■ **Assigned task**
Which of the lines below contain the string "Maple"? Copy each one.

· · ·

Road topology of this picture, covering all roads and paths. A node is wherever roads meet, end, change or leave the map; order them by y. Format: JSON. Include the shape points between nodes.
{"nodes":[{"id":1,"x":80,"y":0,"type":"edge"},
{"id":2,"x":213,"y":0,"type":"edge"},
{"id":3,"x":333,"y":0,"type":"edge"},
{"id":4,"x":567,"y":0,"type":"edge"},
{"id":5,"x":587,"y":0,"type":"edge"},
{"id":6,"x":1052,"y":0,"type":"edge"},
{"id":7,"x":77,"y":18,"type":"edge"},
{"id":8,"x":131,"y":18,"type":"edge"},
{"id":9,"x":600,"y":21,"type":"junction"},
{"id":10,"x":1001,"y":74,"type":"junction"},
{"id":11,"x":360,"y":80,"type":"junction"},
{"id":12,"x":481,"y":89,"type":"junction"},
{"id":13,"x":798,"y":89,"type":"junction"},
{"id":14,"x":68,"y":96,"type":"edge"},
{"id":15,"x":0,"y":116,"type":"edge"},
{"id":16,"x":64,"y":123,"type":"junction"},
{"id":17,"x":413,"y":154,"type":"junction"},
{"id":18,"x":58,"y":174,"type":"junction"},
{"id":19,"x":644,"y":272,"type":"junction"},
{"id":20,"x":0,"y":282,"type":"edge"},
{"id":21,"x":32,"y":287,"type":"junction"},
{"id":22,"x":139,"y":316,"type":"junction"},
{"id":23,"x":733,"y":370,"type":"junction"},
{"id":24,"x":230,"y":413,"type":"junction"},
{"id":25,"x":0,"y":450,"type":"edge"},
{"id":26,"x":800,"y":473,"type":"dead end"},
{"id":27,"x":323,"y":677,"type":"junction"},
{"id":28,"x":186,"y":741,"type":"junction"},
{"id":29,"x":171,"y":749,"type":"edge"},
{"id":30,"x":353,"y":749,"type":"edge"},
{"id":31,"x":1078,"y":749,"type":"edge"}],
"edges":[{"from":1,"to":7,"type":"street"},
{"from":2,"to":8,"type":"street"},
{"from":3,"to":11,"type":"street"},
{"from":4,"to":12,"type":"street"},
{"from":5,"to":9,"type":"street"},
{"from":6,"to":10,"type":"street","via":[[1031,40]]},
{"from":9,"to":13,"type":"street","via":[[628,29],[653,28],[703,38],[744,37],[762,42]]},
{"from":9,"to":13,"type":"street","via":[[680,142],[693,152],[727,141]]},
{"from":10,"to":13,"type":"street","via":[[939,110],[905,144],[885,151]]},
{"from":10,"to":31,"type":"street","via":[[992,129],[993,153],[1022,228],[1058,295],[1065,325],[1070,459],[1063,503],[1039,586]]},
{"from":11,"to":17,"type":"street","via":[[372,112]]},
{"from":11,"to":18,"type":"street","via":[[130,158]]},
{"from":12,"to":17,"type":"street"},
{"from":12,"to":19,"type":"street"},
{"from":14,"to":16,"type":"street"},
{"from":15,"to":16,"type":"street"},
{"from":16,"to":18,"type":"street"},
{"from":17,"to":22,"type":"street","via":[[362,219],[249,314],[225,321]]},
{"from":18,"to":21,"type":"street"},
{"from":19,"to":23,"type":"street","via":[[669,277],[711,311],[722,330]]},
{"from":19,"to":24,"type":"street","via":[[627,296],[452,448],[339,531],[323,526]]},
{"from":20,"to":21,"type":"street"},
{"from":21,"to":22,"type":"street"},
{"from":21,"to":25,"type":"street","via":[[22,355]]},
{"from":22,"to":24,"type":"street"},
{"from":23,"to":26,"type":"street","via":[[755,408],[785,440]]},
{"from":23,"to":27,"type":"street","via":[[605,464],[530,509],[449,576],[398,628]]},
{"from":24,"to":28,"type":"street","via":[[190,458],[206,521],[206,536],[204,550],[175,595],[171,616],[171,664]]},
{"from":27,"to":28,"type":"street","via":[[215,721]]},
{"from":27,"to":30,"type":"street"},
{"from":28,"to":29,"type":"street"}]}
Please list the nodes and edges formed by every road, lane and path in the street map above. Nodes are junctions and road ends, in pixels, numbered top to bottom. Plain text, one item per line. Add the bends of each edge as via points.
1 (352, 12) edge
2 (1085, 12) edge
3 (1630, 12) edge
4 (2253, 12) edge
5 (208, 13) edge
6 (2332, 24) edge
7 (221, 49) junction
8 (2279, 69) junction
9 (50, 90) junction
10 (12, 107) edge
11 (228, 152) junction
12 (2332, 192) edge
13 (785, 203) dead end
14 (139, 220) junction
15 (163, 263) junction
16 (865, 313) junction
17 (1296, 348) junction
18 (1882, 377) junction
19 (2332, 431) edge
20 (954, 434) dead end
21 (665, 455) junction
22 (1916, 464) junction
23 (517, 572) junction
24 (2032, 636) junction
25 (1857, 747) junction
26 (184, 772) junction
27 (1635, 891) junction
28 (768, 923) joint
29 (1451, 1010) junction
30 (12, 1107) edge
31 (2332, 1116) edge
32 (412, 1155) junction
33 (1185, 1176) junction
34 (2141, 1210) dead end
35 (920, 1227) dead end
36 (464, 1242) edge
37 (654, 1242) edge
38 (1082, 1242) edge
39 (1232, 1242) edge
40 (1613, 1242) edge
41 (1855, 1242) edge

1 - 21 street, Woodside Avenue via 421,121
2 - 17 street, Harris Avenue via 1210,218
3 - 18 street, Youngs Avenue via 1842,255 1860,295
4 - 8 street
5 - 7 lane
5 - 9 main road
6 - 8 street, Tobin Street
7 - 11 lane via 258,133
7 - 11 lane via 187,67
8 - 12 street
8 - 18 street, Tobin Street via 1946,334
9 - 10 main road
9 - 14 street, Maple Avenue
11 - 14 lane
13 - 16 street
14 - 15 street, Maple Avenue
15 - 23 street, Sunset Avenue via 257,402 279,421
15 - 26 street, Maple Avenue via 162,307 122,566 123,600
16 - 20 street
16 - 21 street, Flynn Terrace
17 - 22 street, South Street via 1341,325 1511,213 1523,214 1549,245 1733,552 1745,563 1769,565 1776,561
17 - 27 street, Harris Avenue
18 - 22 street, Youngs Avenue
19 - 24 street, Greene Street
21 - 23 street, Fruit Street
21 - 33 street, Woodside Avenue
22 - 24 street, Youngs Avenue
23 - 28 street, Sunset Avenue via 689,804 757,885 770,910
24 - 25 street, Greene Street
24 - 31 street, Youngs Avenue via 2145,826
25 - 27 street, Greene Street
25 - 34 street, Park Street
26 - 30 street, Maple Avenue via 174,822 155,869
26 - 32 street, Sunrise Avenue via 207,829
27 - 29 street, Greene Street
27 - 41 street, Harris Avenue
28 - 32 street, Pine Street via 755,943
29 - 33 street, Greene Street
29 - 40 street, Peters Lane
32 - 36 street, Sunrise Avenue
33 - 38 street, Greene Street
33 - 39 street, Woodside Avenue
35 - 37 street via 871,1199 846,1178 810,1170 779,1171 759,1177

· · ·

■ **Your solution**
9 - 14 street, Maple Avenue
14 - 15 street, Maple Avenue
15 - 26 street, Maple Avenue via 162,307 122,566 123,600
26 - 30 street, Maple Avenue via 174,822 155,869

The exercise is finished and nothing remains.